DATA below:

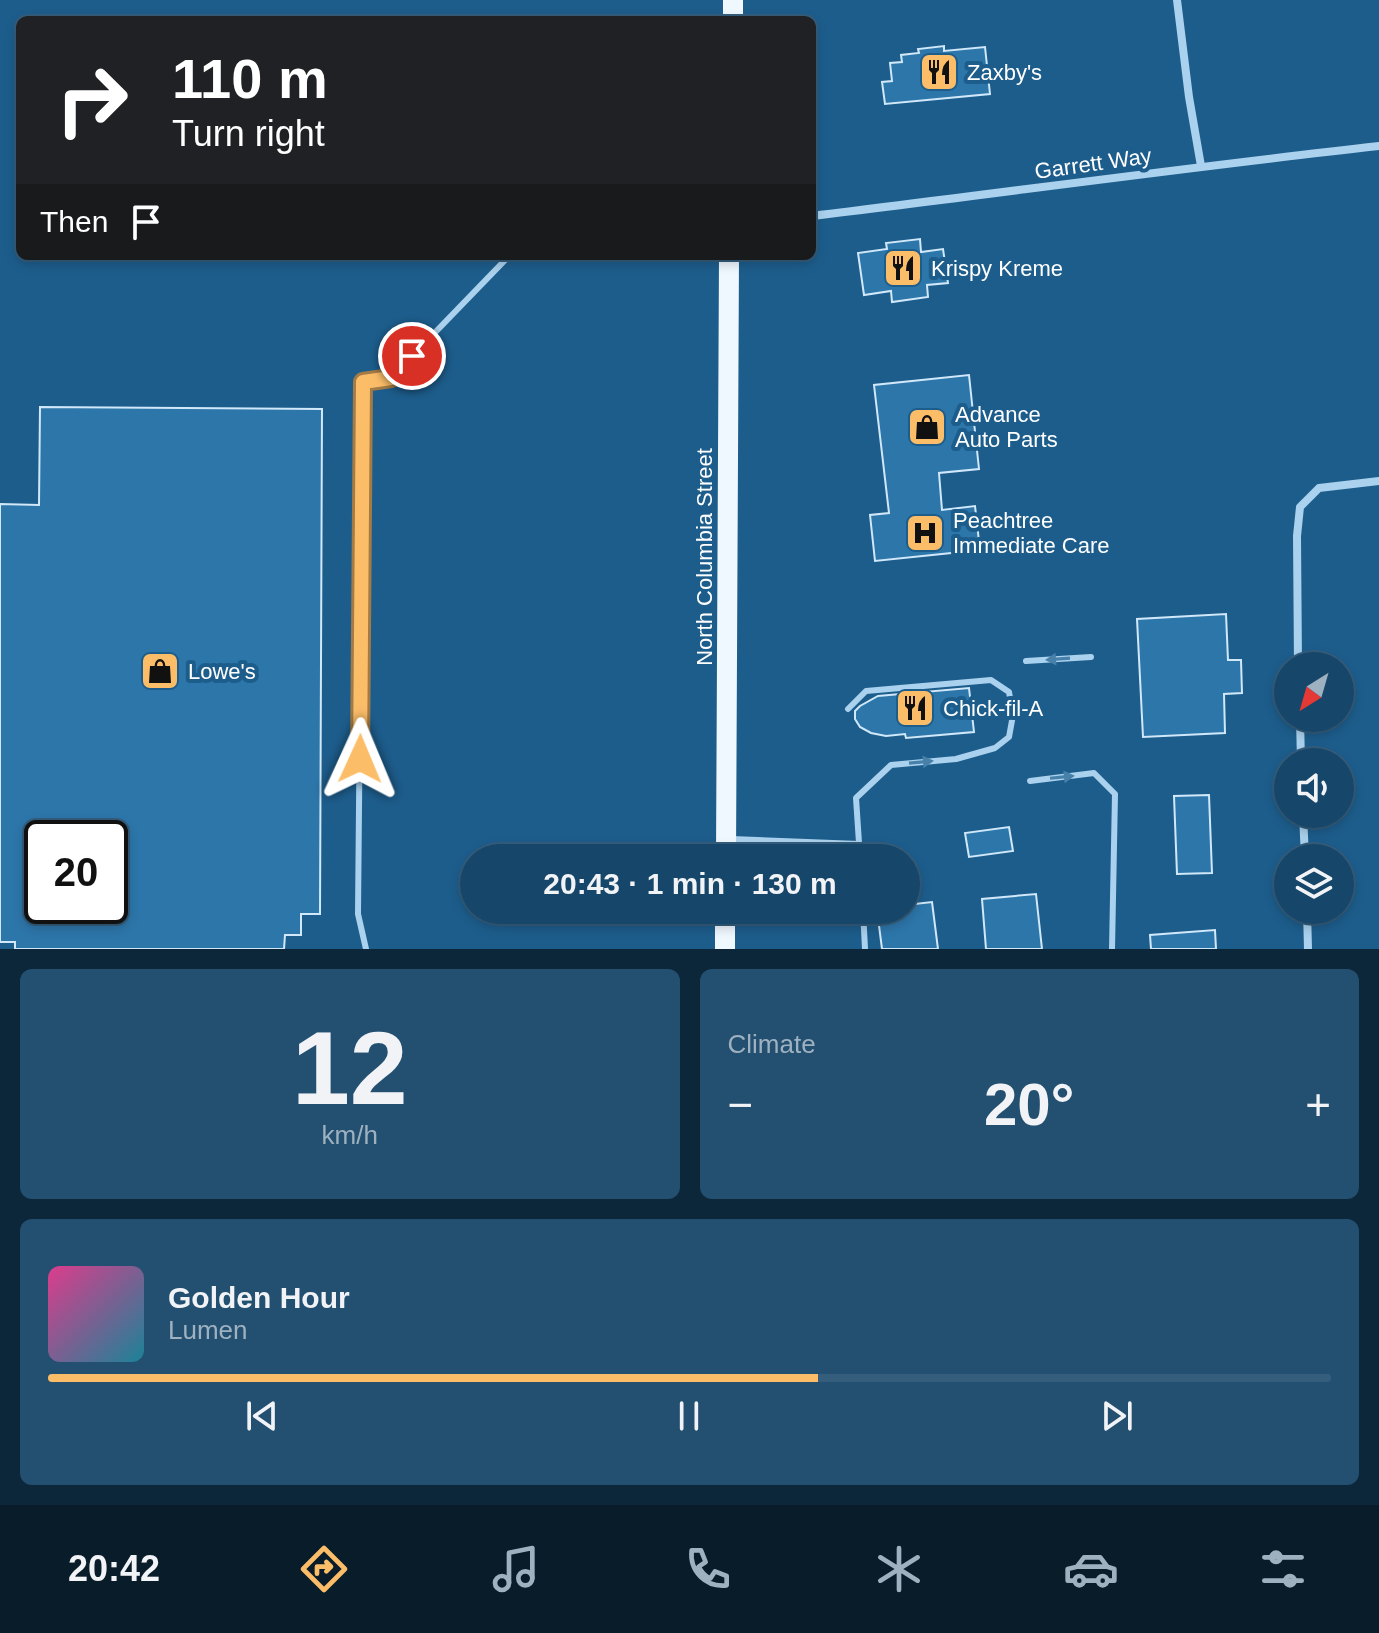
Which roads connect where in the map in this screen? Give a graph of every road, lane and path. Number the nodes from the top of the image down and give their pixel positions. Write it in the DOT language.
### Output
graph roads {
  1 [pos="1177,0"];
  2 [pos="1379,146"];
  3 [pos="1201,166"];
  4 [pos="816,216"];
  5 [pos="505,260"];
  6 [pos="729,260"];
  7 [pos="1379,481"];
  8 [pos="1298,652"];
  9 [pos="1091,657"];
  10 [pos="1026,661"];
  11 [pos="848,709"];
  12 [pos="1030,781"];
  13 [pos="726,844"];
  14 [pos="859,844"];
  15 [pos="725,924"];
  16 [pos="864,924"];
  17 [pos="1307,924"];
  18 [pos="366,949"];
  19 [pos="725,949"];
  20 [pos="865,949"];
  21 [pos="1112,949"];
  22 [pos="1308,949"];
  1 -- 3 [label="street"];
  2 -- 3 [label="street, Garrett Way"];
  3 -- 4 [label="street, Garrett Way"];
  5 -- 18 [label="lane"];
  6 -- 13 [label="main road, North Columbia Street"];
  7 -- 8 [label="street"];
  9 -- 10 [label="lane, one-way"];
  14 -- 11 [label="lane, one-way"];
  12 -- 21 [label="lane, one-way"];
  15 -- 19 [label="main road"];
  16 -- 20 [label="lane"];
  17 -- 22 [label="street"];
}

End of DATA.

- [YOUR GOAL] Only the pictures are to be excluded; all other parts of the records above are to be given exactly.

- [ANSWER TO THIS EXERCISE]
Which roads connect where in the map in this screen? Give a graph of every road, lane and path. Number the nodes from the top of the image down and give their pixel positions. Write it in the DOT language.
### Output
graph roads {
  1 [pos="1177,0"];
  2 [pos="1379,146"];
  3 [pos="1201,166"];
  4 [pos="816,216"];
  5 [pos="505,260"];
  6 [pos="729,260"];
  7 [pos="1379,481"];
  8 [pos="1298,652"];
  9 [pos="1091,657"];
  10 [pos="1026,661"];
  11 [pos="848,709"];
  12 [pos="1030,781"];
  13 [pos="726,844"];
  14 [pos="859,844"];
  15 [pos="725,924"];
  16 [pos="864,924"];
  17 [pos="1307,924"];
  18 [pos="366,949"];
  19 [pos="725,949"];
  20 [pos="865,949"];
  21 [pos="1112,949"];
  22 [pos="1308,949"];
  1 -- 3 [label="street"];
  2 -- 3 [label="street, Garrett Way"];
  3 -- 4 [label="street, Garrett Way"];
  5 -- 18 [label="lane"];
  6 -- 13 [label="main road, North Columbia Street"];
  7 -- 8 [label="street"];
  9 -- 10 [label="lane, one-way"];
  14 -- 11 [label="lane, one-way"];
  12 -- 21 [label="lane, one-way"];
  15 -- 19 [label="main road"];
  16 -- 20 [label="lane"];
  17 -- 22 [label="street"];
}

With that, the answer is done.